Reading Online Novel

The Tank Lords(105)



I jumped clear, but Lady Miriam bumped the chair I had dragged closer to stand upon and watch the arrival over the heads of the women I served.

"Leesh!" cried the Lady, false fear of the tanks replaced by real anger at me. She slapped with her fan of painted ox-horn, cutting me across the knuckles because I had thrown a hand in front of my eyes.

I ducked low over the chair, wrestling it out of the way and protecting myself with its cushioned bulk. Sarah, the Chief Maid, rapped my shoulder with the silver-mounted brush she carried for last-minute touches to the Lady's hair. "A monkey would make a better page than you, Elisha," she said. "A gelded monkey."

But the blow was a light one, a reflexive copy of her mistress' act. Sarah was more interested in reclaiming her place among the others at the windows now that modesty and feminine sensibilities had been satisfied by the brief charade. I didn't dare slide the chair back to where I had first placed it; but by balancing on tiptoes on the carven arms, I could look down into the courtyard again.

The Baron's soldiers were mostly off-worlders themselves. They had boasted that they were better men than the mercenaries if it ever came down to cases. The fear that the women had mimed from behind stone walls seemed real enough now to the soldiers whose bluster and assault rifles were insignificant against the iridium titans which entered the courtyard at a slow walk, barely clearing the posts of gates which would have passed six men marching abreast.

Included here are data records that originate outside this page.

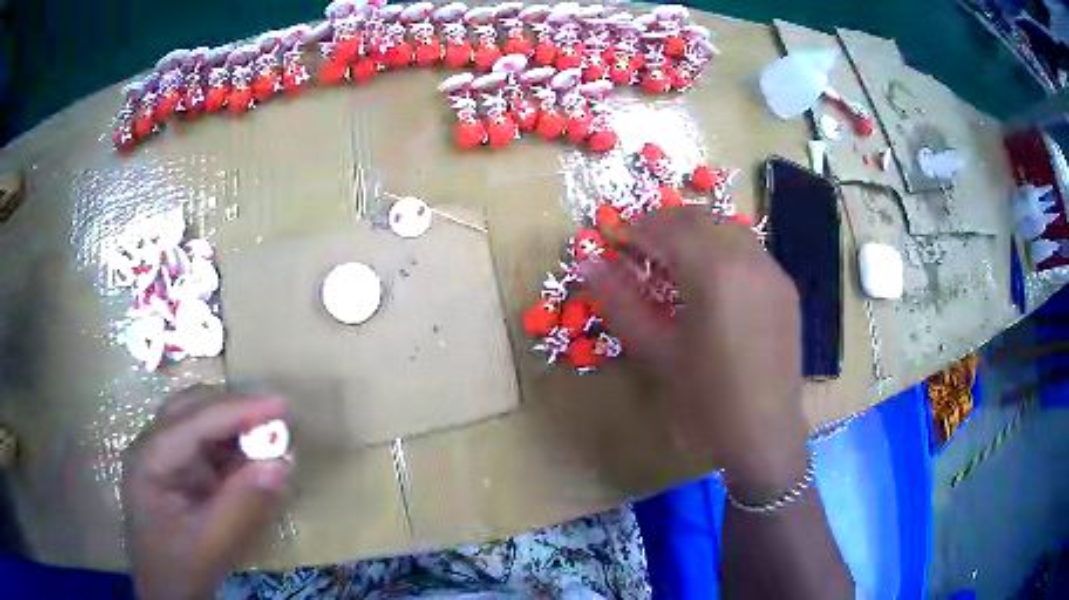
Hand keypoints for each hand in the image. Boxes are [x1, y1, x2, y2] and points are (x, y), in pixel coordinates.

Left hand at [121, 386, 290, 599]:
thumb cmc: (179, 569)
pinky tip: (254, 457)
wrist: (166, 592)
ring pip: (201, 422)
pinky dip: (233, 448)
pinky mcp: (178, 471)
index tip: (281, 405)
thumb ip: (243, 504)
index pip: (195, 420)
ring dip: (235, 426)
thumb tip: (282, 463)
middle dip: (235, 410)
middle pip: (193, 408)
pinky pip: (207, 447)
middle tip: (278, 416)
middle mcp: (153, 445)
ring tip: (271, 434)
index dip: (238, 410)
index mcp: (150, 458)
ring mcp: (164, 456)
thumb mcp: (211, 544)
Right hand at [583, 208, 808, 498]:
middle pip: (698, 218)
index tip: (612, 240)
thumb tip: (588, 261)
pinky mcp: (784, 287)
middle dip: (662, 225)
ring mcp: (772, 270)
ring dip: (692, 233)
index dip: (634, 229)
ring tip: (668, 261)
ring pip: (725, 228)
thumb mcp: (655, 351)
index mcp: (715, 272)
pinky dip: (719, 248)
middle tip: (635, 248)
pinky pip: (747, 249)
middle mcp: (749, 258)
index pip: (667, 227)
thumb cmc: (705, 399)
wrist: (764, 433)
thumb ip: (620, 300)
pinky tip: (707, 278)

Even at idle speed, the tanks roared as their fans maintained the cushions of air that slid them over the ground. Three of the Baron's men dodged back through the palace doorway, their curses inaudible over the intake whine of the approaching vehicles.

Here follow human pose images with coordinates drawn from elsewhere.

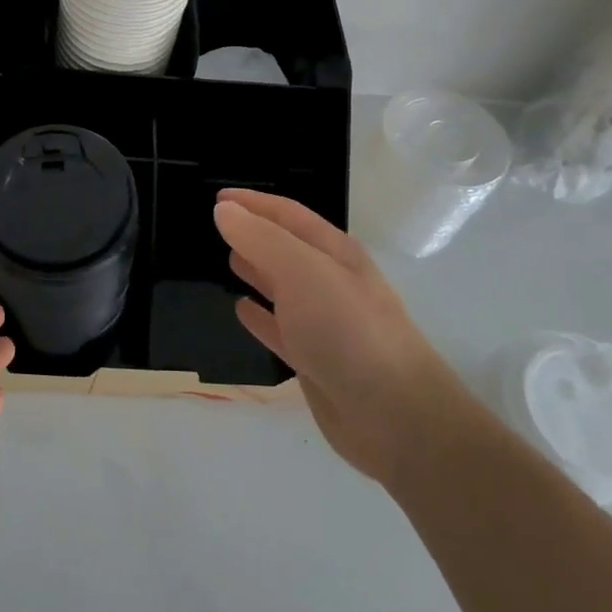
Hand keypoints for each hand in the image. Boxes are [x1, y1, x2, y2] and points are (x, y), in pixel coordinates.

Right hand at [215, 189, 448, 483]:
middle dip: (254, 233)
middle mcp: (330, 282)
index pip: (288, 215)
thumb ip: (260, 239)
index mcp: (334, 252)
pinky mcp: (315, 360)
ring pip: (282, 287)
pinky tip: (240, 309)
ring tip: (226, 259)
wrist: (393, 414)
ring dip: (256, 270)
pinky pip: (280, 330)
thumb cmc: (347, 329)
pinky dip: (259, 317)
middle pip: (286, 248)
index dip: (253, 203)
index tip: (217, 196)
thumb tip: (224, 210)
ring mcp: (324, 323)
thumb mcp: (301, 271)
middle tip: (217, 224)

The Baron squared his powerful shoulders with his dress cloak of scarlet, purple, and gold. I could not see his face, but the back of his neck flushed red and his left hand tugged his drooping moustache in a gesture as meaningful as the angry curses that would have accompanied it another time.

Beside him stood Wolfitz, his Chamberlain; the tallest man in the courtyard; the oldest; and, despite the weapons the others carried, the most dangerous.

When I was first gelded and sold to the Baron as his Lady's page, Wolfitz had helped me continue the studies I began when I was training for the Church. Out of his kindness, I thought, or even for his amusement . . . but the Chamberlain wanted a spy, or another spy, in the women's apartments. Even when I was ten years old, I knew that death lay on that path—and life itself was all that remained to me.

I kept the secrets of all. If they thought me a fool and beat me for amusement, then that was better than the impalement which awaited a boy who was found meddling in the affairs of his betters.

The tanks sighed and lowered themselves the last finger's breadth to the ground. The courtyard, clay and gravel compacted over generations to the density of stone, crunched as the plenum-chamber skirts settled visibly into it.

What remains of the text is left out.